DIRECTIONS —
Where the word "index" shows up in the entries below, please copy the whole line.

[Stored data entries]
==========
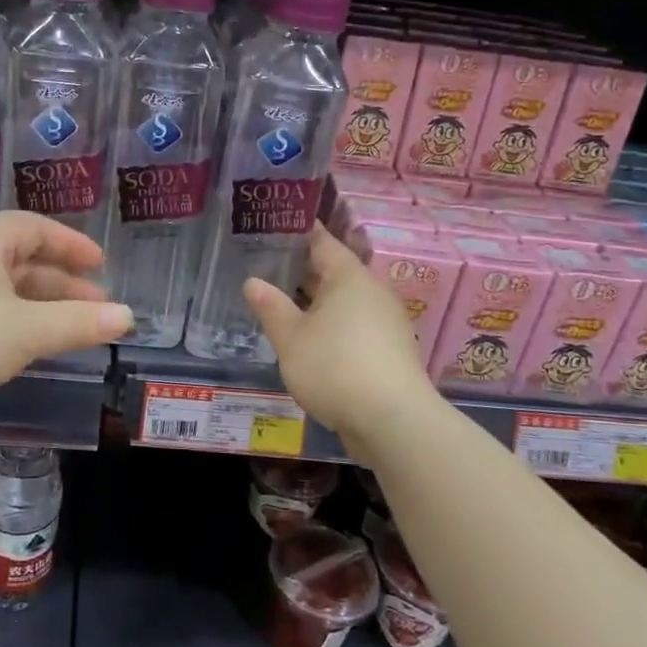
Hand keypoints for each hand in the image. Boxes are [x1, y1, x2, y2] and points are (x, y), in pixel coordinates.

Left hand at [0, 211, 132, 424]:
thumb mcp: (24, 331)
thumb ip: (78, 323)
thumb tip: (128, 317)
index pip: (36, 228)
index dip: (72, 244)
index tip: (101, 264)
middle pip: (20, 260)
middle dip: (61, 284)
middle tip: (96, 306)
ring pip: (1, 289)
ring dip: (38, 307)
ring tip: (71, 330)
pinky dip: (11, 322)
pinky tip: (25, 346)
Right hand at [243, 225, 437, 451]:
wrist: (393, 421)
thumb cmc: (335, 367)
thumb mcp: (291, 338)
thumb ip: (271, 307)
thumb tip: (253, 281)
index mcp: (349, 277)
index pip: (323, 242)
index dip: (300, 232)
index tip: (276, 225)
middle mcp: (372, 292)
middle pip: (335, 271)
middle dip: (303, 269)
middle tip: (268, 266)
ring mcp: (385, 322)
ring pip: (345, 301)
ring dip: (317, 301)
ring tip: (283, 303)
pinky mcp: (389, 350)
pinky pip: (354, 324)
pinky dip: (332, 324)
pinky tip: (311, 338)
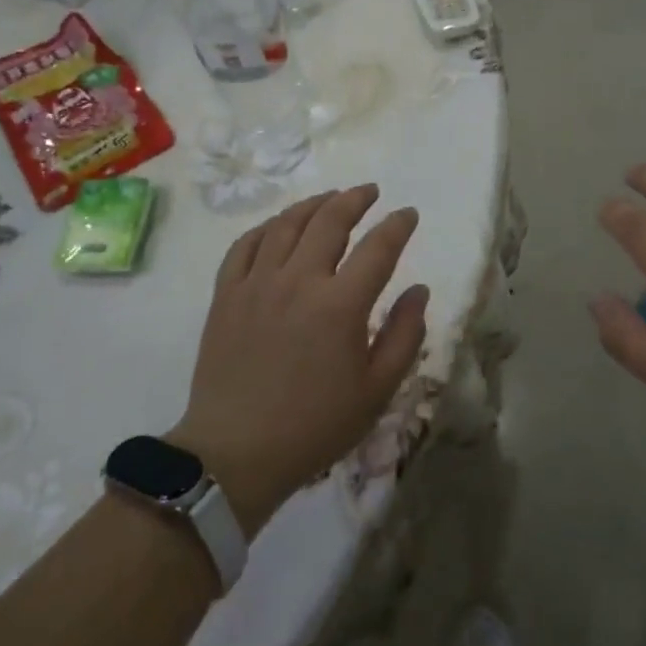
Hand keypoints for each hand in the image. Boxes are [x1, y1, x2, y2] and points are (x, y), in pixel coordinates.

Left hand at [173, 185, 427, 536]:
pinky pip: (245, 244)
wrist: (235, 454)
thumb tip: (419, 290)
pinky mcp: (226, 295)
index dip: (398, 225)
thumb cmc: (315, 425)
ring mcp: (257, 283)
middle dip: (356, 199)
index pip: (378, 247)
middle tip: (371, 191)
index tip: (408, 214)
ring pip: (287, 224)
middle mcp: (299, 281)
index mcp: (341, 305)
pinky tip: (279, 225)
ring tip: (330, 197)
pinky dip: (267, 226)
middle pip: (330, 220)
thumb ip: (405, 334)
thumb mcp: (377, 390)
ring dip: (314, 204)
==========
PROBLEM SOLUTION —
index pip: (36, 228)
index dip: (72, 244)
index tip: (101, 264)
index mcp: (349, 277)
index pip: (323, 242)
index dip: (300, 232)
index tip: (276, 225)
index dip: (398, 225)
index pip: (378, 247)
index tip: (408, 214)
index mcp: (341, 305)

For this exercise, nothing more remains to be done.